Your task:
Pictures should be excluded; otherwise, copy every entry exactly.

Available data below:

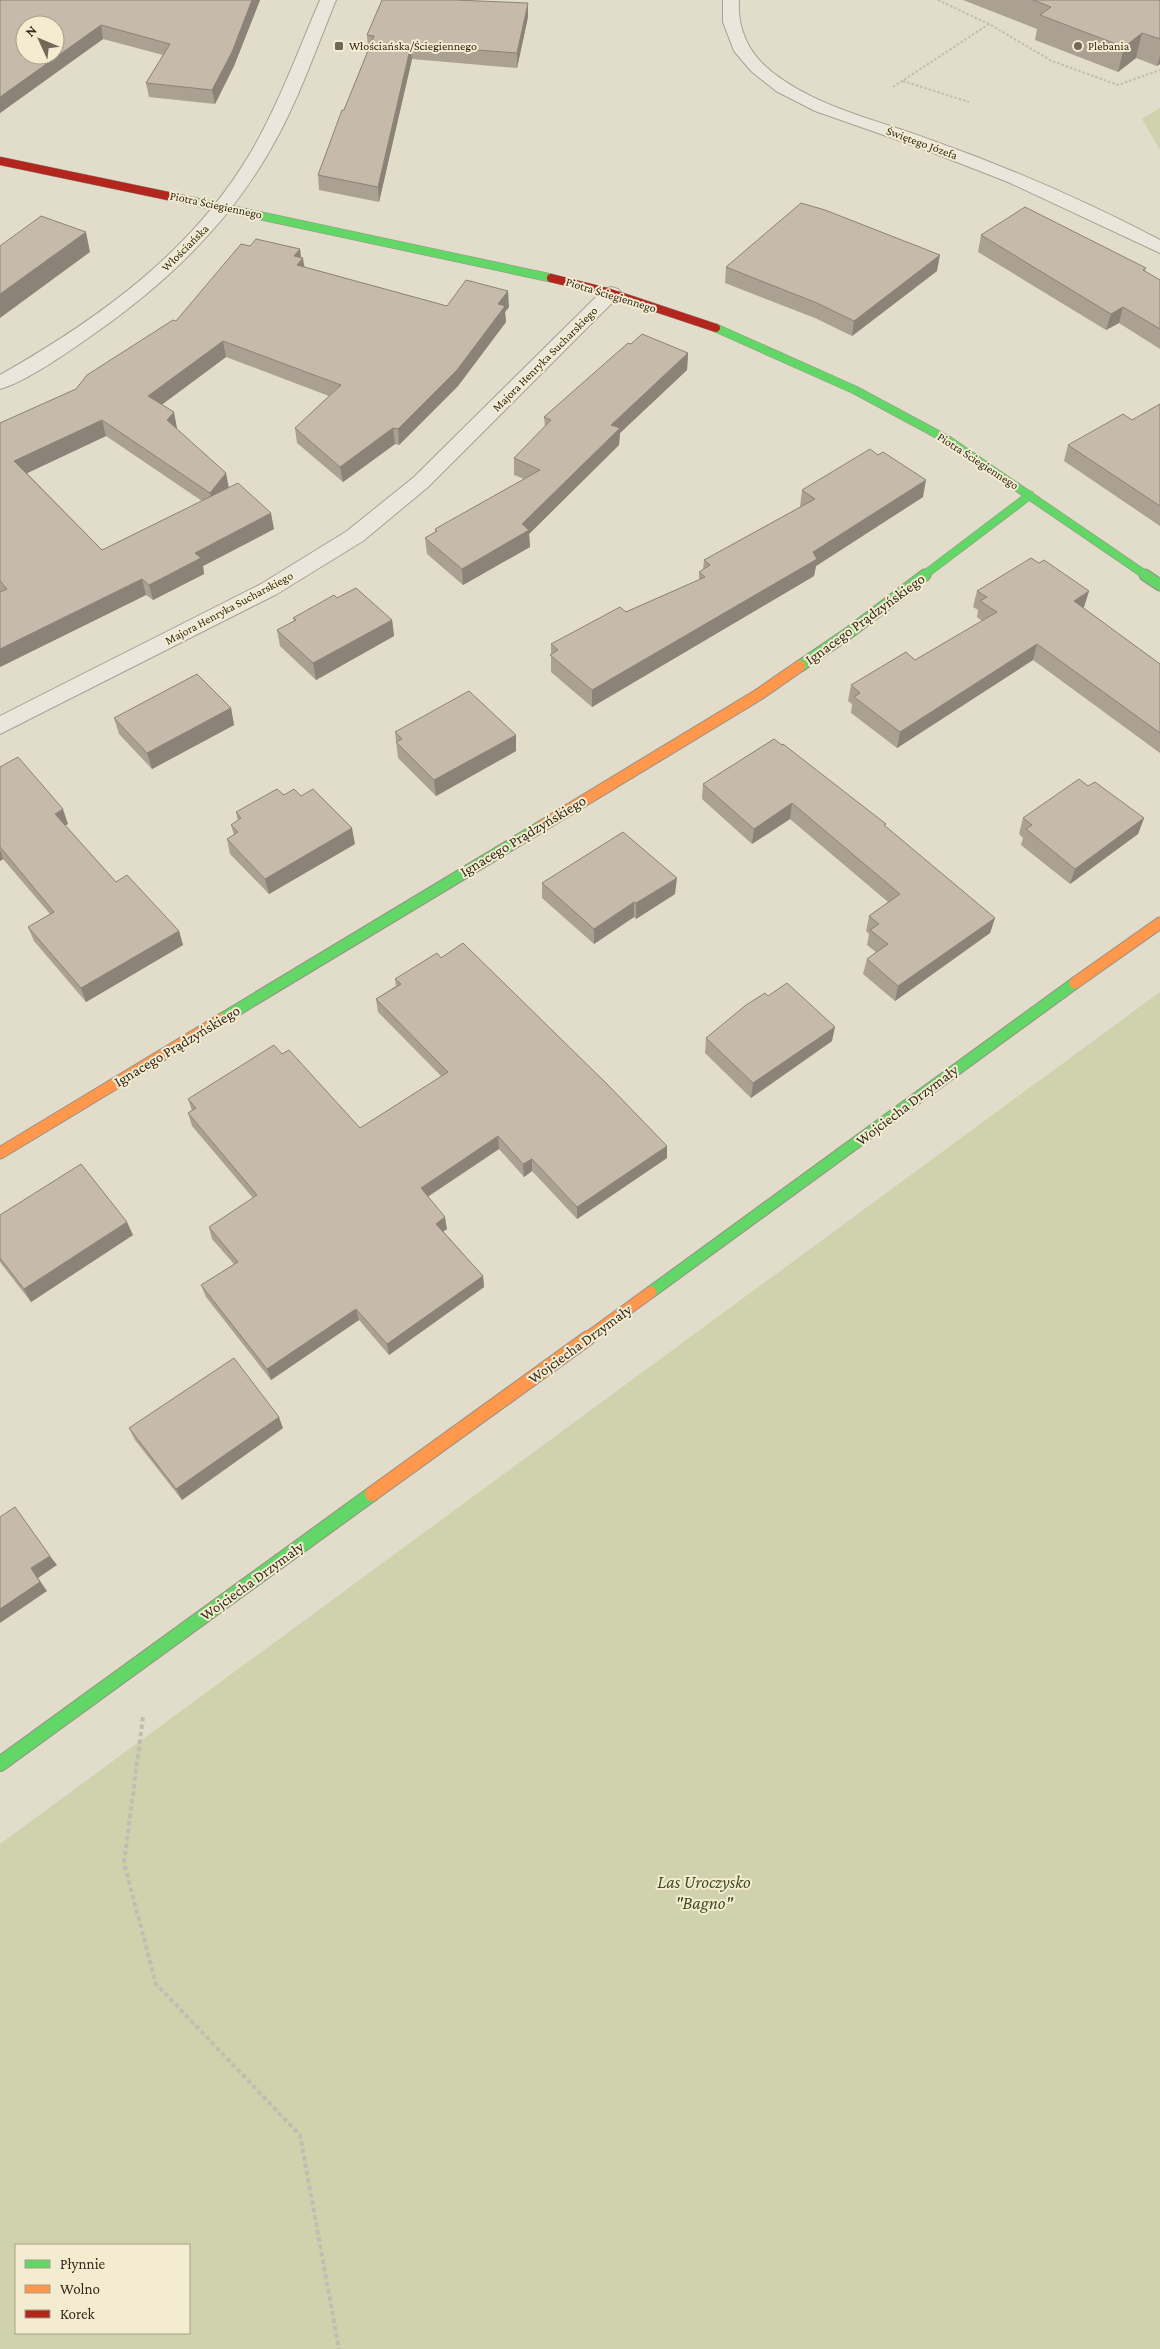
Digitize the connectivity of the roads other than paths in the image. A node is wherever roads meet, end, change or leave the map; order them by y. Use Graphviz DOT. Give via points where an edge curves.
graph roads {
  1 [pos="328,0"];
  2 [pos="731,0"];
  3 [pos="0,161"];
  4 [pos="225,207"];
  5 [pos="1160,247"];
  6 [pos="611,293"];
  7 [pos="0,383"];
  8 [pos="1030,495"];
  9 [pos="1160,586"];
  10 [pos="0,726"];
  11 [pos="1160,923"];
  12 [pos="0,1153"];
  13 [pos="0,1764"];
  1 -- 4 [label="street, Włościańska" via="268,138"];
  2 -- 5 [label="street, Świętego Józefa" via="732,33 742,52 766,75 795,93 826,109 1058,196"];
  3 -- 4 [label="street, Piotra Ściegiennego"];
  4 -- 6 [label="street, Piotra Ściegiennego" via="521,270"];
  4 -- 7 [label="street, Włościańska" via="173,262 110,314"];
  6 -- 8 [label="street, Piotra Ściegiennego" via="724,331 855,390 948,440"];
  6 -- 10 [label="street, Majora Henryka Sucharskiego" via="421,482 355,536 269,589"];
  8 -- 9 [label="street, Piotra Ściegiennego"];
  8 -- 12 [label="street, Ignacego Prądzyńskiego" via="850,632 758,695"];
  11 -- 13 [label="street, Wojciecha Drzymały"];
}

End of Available data.

The answer:
Digitize the connectivity of the roads other than paths in the image. A node is wherever roads meet, end, change or leave the map; order them by y. Use Graphviz DOT. Give via points where an edge curves.
graph roads {
  1 [pos="328,0"];
  2 [pos="731,0"];
  3 [pos="0,161"];
  4 [pos="225,207"];
  5 [pos="1160,247"];
  6 [pos="611,293"];
  7 [pos="0,383"];
  8 [pos="1030,495"];
  9 [pos="1160,586"];
  10 [pos="0,726"];
  11 [pos="1160,923"];
  12 [pos="0,1153"];
  13 [pos="0,1764"];
  1 -- 4 [label="street, Włościańska" via="268,138"];
  2 -- 5 [label="street, Świętego Józefa" via="732,33 742,52 766,75 795,93 826,109 1058,196"];
  3 -- 4 [label="street, Piotra Ściegiennego"];
  4 -- 6 [label="street, Piotra Ściegiennego" via="521,270"];
  4 -- 7 [label="street, Włościańska" via="173,262 110,314"];
  6 -- 8 [label="street, Piotra Ściegiennego" via="724,331 855,390 948,440"];
  6 -- 10 [label="street, Majora Henryka Sucharskiego" via="421,482 355,536 269,589"];
  8 -- 9 [label="street, Piotra Ściegiennego"];
  8 -- 12 [label="street, Ignacego Prądzyńskiego" via="850,632 758,695"];
  11 -- 13 [label="street, Wojciecha Drzymały"];
}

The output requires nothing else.